Many items offered on a Mexican restaurant's menu are high in carbohydrates, and many of them are not the best choices. Look for meals that contain whole beans over refried ones, whole-wheat tortillas instead of white ones, brown rice over white rice and plenty of diced lettuce, tomato and avocado. These ingredients contain healthy carbohydrates that will fuel your body without a spike in blood sugar. Many of the sauces that top Mexican meals are made with refined flour, so limit them and flavor your dish with fresh salsa instead, which is primarily good carbohydrates from the vegetables used to prepare it. To have a meal that is lower in carbohydrates, skip the tortilla and have your burrito or taco fillings in a bowl.

Italian Food

Italian food centers around pasta, which is often made from refined grains.
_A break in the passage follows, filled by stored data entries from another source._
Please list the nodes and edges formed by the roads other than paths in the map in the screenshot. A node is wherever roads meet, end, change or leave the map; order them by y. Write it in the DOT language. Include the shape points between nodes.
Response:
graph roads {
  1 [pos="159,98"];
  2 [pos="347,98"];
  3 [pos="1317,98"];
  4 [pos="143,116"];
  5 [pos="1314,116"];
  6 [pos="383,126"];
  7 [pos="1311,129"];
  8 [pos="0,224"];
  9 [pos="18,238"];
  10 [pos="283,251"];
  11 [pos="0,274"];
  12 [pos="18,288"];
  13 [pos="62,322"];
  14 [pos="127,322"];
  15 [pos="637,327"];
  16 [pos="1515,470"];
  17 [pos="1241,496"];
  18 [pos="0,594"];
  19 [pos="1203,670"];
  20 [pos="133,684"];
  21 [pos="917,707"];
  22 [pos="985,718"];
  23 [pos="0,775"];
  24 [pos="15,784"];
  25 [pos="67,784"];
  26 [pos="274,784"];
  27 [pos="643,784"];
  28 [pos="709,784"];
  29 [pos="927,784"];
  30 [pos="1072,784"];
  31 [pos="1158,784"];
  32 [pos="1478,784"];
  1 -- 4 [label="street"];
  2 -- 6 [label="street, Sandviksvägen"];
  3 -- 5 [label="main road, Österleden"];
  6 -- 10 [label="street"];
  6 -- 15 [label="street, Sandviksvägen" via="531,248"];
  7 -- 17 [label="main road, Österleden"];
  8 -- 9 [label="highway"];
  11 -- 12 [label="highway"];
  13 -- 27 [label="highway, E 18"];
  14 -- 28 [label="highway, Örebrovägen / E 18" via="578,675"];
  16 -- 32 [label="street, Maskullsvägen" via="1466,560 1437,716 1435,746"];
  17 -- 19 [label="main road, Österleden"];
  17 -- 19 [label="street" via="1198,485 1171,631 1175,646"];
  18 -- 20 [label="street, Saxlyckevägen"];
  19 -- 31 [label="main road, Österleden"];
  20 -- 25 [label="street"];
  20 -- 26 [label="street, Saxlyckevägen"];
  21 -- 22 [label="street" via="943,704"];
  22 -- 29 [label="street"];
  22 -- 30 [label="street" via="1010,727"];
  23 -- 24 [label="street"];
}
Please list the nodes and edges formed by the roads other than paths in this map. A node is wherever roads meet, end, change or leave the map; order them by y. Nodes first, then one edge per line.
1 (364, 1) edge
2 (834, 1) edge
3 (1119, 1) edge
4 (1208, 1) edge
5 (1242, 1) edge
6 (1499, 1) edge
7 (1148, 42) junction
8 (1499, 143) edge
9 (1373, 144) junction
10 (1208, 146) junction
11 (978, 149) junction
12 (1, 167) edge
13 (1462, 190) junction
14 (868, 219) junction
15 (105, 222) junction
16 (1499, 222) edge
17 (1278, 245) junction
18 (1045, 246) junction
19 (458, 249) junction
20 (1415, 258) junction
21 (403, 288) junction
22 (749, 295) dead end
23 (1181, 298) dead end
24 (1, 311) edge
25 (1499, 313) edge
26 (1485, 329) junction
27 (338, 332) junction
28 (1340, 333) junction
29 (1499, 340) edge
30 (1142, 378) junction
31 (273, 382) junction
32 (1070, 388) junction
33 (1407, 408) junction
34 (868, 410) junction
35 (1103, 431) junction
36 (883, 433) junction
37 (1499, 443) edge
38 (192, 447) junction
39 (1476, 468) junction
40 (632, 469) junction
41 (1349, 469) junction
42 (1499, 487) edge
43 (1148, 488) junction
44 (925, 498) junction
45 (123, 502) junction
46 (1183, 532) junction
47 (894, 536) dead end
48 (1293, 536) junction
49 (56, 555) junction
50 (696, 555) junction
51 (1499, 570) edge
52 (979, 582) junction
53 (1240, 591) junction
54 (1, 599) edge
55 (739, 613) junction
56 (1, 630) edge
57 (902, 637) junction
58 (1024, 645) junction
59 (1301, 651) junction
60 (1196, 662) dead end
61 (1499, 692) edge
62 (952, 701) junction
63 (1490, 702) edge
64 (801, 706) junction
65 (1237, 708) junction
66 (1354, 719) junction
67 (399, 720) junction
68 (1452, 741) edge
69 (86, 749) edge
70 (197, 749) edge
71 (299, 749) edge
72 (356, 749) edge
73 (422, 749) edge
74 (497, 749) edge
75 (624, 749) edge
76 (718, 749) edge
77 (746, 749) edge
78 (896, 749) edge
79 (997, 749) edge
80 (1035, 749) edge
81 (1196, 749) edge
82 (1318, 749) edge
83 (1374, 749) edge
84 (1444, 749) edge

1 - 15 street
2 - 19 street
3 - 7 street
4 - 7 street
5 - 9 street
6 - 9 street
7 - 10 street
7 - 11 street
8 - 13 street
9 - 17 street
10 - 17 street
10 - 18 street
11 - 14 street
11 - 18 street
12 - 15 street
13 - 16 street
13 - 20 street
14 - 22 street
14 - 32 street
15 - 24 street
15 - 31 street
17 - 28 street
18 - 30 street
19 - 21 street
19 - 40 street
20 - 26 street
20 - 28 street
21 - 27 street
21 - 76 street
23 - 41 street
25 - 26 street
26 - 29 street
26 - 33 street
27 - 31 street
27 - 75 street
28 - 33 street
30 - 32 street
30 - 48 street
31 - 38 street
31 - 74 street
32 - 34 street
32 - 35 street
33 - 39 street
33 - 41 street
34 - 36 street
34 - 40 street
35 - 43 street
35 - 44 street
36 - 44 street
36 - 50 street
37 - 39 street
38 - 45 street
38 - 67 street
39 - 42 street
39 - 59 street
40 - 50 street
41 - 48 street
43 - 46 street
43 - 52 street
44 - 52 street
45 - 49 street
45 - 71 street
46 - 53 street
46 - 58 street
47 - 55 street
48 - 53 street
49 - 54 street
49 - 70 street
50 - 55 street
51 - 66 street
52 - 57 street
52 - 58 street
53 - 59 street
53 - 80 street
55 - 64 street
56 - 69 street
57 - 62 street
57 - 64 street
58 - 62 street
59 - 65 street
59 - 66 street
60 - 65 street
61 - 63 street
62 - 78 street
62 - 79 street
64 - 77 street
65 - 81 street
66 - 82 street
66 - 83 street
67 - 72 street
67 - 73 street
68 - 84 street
If you want to choose good carbohydrates, ask if whole-grain pasta is available. Be careful when ordering pasta sauce because many have added sugar, which equates to more carbohydrates. Homemade sauces are typically better options and many Italian restaurants feature them. If you want a lower carbohydrate meal, opt for fresh salads or Italian soups that allow you to enjoy the cuisine while controlling your intake of carbs.

Asian Food

Many Asian dishes contain rice or noodles, which contain plenty of carbohydrates. Whole-grain noodles or brown rice are healthier carbohydrate options. Pair them with lean meats and vegetables for a healthy meal. If you want to enjoy an Asian meal, but are watching your carbohydrate intake, skip the rice or noodles and choose a meal that focuses on meat and vegetables.

American Food

Many items on the menu at an American restaurant are high in unhealthy carbohydrates. However, you can still eat at your favorite place without overdoing the carbohydrates. Choose meals that focus on whole grains and fruits and vegetables. Opt for a salad bar over a stack of pancakes, for example. If you want to lower your carbohydrate intake, order burgers and sandwiches without the bread and have fruit salad for a side rather than french fries or potato chips.